Although there is no dispute or controversy here, I am using the RfC mechanism to draw wider attention urgently to a bug in this template, because it puts errors into over 300 articles! Please see below.

This template is currently getting the calculation wrong for March 1 - December 31. Using this template as it currently stands:

February 28 says:
February 28 is the 59th day of the year in the Gregorian calendar. There are 306 days remaining until the end of the year (307 in leap years).
Correct.
February 29 says:
February 29 is a day added into a leap year, a 60th day of the Gregorian calendar. There are 306 days remaining till the end of the year.
Correct.
March 1 says:
March 1 is the 61st day of the year (62nd in leap years) in the Gregorian calendar. There are 304 days remaining until the end of the year.
WRONG. It is the 60th (61st in leap years); there are 305 days remaining.
This error then carries through, right through to December 31, which says:
December 31 is the 366th day of the year (367th in leap years) in the Gregorian calendar. There are -1 days remaining until the end of the year.
which is patently absurd.

I don't think I'm going to try to debug it myself, but can I suggest that someone more familiar with template syntax would please do so. Thanks. — Alan 21:59, 1 January 2008 (UTC)[reply]

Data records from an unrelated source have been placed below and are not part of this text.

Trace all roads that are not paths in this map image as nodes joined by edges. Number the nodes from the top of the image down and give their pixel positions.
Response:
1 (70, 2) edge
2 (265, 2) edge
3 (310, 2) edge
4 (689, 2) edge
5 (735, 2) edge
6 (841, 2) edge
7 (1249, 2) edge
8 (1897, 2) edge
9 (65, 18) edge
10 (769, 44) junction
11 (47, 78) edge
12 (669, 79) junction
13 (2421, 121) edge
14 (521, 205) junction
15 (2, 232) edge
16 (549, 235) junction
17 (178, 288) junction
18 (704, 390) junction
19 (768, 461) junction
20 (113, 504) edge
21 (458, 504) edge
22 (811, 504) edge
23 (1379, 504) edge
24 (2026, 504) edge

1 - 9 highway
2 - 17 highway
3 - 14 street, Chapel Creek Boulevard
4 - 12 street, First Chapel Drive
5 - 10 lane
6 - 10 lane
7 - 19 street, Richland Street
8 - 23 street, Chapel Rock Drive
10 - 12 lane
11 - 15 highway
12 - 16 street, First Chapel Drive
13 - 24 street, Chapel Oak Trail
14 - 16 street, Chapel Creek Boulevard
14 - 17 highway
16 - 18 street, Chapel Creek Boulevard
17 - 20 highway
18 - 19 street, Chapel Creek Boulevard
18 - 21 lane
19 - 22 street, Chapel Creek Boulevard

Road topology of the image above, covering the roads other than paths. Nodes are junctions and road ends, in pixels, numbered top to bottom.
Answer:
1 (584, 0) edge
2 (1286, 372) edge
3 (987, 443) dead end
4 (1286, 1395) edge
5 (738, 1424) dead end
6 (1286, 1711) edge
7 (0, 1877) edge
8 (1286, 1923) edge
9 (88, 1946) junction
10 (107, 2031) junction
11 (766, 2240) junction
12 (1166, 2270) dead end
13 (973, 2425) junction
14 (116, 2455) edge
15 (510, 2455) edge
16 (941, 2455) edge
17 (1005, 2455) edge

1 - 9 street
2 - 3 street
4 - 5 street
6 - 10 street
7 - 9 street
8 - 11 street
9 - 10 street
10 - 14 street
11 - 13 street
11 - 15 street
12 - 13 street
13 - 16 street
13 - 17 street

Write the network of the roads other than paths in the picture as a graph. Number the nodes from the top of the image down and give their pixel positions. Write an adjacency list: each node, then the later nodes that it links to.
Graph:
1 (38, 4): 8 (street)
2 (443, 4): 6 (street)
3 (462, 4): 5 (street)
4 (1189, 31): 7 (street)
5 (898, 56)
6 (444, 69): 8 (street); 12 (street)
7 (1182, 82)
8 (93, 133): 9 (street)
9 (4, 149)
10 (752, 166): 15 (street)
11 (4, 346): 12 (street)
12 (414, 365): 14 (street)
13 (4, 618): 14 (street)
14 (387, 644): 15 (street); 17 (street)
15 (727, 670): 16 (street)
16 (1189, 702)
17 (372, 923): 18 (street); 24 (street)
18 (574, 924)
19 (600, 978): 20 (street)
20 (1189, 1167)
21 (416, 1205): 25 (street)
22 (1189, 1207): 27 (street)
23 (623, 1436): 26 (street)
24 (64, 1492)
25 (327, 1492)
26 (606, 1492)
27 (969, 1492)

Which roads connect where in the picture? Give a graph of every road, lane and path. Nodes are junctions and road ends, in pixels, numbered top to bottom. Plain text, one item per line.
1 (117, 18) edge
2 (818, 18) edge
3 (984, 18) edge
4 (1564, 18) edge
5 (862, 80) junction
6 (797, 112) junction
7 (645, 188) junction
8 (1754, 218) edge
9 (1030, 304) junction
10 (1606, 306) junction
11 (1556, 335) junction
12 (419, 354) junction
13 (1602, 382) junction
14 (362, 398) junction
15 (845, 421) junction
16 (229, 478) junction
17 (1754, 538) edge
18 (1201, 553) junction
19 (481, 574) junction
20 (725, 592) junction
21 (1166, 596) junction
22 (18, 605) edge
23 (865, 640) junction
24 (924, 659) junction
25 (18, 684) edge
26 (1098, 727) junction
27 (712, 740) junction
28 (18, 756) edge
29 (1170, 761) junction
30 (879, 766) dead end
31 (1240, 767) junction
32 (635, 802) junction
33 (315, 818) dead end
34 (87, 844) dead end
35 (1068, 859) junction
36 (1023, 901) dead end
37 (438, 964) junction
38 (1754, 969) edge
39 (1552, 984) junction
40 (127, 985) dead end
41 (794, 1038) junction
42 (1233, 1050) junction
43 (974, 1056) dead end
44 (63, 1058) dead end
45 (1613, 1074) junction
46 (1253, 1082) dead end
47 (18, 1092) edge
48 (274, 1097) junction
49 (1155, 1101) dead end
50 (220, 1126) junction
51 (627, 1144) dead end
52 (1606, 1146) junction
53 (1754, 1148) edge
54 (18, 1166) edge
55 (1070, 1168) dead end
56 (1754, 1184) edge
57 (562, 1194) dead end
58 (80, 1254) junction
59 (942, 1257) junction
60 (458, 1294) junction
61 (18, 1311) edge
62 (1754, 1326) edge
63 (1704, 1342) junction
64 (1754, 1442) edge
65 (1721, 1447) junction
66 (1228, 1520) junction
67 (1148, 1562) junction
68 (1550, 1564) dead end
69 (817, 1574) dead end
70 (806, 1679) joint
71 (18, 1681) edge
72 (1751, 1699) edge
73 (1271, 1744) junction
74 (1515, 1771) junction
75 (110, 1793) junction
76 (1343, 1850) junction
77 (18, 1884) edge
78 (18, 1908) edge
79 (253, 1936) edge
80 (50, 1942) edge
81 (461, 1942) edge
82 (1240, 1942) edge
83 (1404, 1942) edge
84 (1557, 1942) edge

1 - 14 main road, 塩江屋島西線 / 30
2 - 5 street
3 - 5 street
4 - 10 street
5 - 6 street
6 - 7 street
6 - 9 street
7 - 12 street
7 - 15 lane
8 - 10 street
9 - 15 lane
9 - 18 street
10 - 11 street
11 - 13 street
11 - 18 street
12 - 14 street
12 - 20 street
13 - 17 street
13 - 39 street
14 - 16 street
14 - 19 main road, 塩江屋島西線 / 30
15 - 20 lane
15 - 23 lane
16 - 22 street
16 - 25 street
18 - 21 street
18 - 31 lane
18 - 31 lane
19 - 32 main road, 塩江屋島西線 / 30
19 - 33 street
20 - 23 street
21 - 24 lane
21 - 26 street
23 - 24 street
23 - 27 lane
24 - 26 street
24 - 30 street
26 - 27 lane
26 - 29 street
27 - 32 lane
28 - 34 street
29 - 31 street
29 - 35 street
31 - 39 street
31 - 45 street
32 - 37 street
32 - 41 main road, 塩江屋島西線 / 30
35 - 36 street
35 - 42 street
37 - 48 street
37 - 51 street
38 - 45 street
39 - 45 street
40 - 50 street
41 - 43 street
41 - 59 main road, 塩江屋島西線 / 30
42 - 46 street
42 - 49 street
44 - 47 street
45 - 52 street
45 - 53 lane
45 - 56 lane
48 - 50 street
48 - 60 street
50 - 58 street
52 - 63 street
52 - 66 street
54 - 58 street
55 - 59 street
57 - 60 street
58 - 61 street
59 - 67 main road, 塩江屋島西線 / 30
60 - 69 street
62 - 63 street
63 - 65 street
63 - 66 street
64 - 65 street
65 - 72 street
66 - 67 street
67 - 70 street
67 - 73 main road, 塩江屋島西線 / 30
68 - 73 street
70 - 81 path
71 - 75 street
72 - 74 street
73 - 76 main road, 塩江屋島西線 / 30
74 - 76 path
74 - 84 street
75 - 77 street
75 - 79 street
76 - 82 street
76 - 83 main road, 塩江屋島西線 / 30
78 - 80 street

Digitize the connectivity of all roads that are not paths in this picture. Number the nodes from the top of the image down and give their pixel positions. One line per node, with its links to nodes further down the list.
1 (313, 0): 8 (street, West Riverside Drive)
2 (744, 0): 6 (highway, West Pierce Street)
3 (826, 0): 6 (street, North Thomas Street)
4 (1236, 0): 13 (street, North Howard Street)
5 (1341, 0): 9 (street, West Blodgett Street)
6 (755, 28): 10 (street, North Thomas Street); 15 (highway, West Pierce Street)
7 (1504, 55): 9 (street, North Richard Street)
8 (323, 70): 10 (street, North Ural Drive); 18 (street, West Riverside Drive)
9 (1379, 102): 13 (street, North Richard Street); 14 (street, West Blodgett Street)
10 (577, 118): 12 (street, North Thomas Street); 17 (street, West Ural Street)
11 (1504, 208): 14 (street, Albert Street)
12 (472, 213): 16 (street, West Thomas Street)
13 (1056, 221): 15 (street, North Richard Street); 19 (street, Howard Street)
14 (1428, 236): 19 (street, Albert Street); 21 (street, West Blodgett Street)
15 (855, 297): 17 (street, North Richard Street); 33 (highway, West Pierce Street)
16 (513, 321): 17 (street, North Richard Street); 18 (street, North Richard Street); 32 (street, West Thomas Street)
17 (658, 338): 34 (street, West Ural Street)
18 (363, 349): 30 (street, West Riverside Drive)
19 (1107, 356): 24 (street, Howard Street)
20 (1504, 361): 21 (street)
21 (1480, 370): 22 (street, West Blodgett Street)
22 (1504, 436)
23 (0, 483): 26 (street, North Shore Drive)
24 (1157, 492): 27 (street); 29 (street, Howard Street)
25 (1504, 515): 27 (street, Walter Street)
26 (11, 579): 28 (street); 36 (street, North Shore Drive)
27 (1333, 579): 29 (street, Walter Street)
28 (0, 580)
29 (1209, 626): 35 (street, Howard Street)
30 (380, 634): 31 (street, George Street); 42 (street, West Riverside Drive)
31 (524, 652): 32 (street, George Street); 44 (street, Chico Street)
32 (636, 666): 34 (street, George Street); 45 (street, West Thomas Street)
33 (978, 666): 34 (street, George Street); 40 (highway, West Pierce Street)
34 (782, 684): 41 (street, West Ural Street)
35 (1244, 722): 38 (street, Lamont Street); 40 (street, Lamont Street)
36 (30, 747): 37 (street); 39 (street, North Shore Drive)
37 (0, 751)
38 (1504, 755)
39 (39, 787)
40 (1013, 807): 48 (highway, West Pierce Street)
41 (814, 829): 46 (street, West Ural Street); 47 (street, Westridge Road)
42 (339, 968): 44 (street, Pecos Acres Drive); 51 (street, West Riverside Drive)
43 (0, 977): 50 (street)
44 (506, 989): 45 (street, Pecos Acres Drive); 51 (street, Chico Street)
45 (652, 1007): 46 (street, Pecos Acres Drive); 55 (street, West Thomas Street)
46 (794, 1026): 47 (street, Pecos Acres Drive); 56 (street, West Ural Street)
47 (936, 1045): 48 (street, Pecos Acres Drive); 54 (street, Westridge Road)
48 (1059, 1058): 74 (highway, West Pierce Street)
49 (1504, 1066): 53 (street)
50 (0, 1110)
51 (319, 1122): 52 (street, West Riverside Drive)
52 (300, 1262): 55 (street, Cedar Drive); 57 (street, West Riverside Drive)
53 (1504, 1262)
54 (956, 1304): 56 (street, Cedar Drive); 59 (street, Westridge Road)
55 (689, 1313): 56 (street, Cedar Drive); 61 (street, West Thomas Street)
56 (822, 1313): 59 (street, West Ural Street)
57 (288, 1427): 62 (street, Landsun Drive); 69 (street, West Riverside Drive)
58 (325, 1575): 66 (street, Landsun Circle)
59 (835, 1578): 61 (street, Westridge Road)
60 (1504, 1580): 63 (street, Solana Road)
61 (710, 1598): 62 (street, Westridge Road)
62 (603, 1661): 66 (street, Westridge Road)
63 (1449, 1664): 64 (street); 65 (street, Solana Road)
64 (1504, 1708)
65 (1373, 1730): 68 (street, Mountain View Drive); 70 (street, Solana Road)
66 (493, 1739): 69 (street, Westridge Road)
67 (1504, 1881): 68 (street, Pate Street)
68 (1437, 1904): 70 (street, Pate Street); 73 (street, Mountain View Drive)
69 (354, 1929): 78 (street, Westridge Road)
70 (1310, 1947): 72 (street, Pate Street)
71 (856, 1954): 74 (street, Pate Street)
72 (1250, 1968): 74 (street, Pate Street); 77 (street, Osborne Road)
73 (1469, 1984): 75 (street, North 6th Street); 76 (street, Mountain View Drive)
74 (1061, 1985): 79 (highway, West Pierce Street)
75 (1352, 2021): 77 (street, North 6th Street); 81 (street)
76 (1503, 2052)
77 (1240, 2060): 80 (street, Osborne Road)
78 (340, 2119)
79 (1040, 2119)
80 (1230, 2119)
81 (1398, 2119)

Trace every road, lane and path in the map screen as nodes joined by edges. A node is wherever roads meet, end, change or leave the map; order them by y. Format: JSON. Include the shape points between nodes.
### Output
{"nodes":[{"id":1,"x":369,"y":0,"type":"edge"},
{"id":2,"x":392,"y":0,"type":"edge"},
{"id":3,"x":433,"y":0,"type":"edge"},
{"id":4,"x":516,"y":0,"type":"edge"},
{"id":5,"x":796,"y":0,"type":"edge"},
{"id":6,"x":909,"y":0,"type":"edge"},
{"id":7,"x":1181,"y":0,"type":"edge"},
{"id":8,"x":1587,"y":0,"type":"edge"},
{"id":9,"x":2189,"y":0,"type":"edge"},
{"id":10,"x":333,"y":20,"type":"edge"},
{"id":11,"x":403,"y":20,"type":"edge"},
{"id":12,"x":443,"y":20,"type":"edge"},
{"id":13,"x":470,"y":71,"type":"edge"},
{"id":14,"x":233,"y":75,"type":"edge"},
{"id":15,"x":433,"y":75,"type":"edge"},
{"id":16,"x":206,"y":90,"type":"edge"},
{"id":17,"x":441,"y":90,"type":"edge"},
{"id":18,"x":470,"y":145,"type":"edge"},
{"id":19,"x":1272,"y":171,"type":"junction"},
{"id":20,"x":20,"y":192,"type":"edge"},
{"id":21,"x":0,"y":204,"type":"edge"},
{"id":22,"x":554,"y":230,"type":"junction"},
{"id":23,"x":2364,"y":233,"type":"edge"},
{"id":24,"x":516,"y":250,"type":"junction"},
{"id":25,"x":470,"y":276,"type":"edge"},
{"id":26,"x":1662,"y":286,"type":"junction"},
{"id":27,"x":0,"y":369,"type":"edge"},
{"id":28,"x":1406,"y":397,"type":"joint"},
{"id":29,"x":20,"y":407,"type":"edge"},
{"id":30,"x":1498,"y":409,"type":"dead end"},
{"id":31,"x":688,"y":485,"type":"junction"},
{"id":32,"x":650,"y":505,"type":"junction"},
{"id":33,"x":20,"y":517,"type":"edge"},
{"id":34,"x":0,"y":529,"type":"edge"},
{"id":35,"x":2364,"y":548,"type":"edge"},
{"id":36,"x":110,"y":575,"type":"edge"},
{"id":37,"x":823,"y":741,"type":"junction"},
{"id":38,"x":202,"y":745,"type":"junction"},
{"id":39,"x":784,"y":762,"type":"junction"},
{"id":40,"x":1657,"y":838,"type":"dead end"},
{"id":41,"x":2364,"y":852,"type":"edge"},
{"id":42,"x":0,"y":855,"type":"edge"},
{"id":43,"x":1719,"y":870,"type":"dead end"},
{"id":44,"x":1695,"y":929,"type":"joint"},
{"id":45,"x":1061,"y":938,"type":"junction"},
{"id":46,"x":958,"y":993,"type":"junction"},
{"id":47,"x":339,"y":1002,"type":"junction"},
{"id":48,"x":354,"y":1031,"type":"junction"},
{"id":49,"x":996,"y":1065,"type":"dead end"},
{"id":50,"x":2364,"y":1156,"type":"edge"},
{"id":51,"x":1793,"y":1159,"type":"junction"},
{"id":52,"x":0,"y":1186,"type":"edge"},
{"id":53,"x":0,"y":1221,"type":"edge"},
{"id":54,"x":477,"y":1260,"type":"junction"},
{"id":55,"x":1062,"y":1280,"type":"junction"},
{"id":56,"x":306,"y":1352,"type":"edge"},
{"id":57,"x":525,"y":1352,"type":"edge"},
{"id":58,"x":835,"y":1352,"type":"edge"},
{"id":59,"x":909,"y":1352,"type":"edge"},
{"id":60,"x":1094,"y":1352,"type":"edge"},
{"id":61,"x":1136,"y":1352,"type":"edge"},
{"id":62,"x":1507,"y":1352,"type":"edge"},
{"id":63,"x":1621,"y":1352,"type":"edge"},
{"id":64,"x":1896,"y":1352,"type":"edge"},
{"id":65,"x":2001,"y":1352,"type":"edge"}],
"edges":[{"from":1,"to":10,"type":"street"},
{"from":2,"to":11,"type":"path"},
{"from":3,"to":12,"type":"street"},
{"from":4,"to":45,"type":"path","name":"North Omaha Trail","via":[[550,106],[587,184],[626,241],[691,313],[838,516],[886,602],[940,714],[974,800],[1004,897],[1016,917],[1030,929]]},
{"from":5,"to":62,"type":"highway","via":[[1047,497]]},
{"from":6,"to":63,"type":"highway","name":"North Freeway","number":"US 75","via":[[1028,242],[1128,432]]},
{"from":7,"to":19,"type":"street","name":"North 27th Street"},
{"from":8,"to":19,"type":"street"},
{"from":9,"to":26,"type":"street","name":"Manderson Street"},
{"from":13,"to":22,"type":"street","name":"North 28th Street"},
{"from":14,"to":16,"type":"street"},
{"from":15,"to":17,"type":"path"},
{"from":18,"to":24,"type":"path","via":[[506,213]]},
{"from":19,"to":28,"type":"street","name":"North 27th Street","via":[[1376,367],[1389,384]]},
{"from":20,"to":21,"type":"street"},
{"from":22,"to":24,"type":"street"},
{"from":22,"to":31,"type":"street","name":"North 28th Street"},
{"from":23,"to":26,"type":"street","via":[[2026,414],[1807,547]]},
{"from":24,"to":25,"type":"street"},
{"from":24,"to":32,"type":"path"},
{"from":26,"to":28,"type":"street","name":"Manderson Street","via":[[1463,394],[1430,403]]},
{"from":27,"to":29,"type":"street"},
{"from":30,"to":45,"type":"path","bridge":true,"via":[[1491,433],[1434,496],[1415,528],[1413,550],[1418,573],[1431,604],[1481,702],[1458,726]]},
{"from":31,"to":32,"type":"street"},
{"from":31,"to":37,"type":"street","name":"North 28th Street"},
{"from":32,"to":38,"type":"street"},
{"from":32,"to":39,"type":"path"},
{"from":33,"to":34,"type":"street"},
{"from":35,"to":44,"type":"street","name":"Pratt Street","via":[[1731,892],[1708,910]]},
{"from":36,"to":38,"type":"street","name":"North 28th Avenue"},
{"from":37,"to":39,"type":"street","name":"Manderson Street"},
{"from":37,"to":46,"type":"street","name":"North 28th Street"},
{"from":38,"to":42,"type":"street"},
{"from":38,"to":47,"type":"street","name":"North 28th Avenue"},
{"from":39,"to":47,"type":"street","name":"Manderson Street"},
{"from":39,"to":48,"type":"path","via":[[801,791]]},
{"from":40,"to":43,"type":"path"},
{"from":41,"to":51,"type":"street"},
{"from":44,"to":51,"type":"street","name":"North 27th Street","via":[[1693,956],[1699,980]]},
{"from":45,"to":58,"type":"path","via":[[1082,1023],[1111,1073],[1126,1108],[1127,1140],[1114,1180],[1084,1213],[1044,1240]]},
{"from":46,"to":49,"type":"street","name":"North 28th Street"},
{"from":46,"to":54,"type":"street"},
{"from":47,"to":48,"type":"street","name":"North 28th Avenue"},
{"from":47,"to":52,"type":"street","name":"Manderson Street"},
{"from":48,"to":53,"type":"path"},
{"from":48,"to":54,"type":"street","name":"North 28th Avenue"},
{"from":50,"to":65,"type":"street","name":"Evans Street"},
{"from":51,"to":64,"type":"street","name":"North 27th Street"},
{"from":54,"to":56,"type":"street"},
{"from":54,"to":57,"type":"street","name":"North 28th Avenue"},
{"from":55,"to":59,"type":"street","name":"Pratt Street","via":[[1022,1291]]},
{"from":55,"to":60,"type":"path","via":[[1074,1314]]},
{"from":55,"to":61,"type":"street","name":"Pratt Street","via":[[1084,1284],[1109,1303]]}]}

I checked what it will say on February 30 and it said:

February 30 is the 61st day of the year (62nd in leap years) in the Gregorian calendar. There are 304 days remaining until the end of the year.

That doesn't help right. Anyone know what does?? Perhaps the fact that we're now in a leap year might be what results in this. If nothing happens to change the template, it will revert to proper in 2009, but then have this error again in 2012. Georgia guy (talk) 22:03, 1 January 2008 (UTC)[reply]

Perhaps the fact that we're now in a leap year might be what results in this.
Very astute observation -- I suspect you are almost certainly right.
The Google cache for the March 1 page, from some time last week, says:
March 1 is the 60th day of the year (61st in leap years) in the Gregorian calendar. There are 305 days remaining until the end of the year.
which is correct. The template itself hasn't been changed for a few months, so for the page content to have changed so recently, it does appear that the text that it produces must somehow depend on the current date (which it clearly shouldn't).
— Alan 22:12, 1 January 2008 (UTC)[reply]

The template was using {{#time:z}} to get which day in the year the date is, but this parserfunctions takes leap years into account, something that is undesirable for these pages. I reworked the calculation and the issues should now be fixed. --TheDJ (talkcontribs) 16:45, 2 January 2008 (UTC)[reply]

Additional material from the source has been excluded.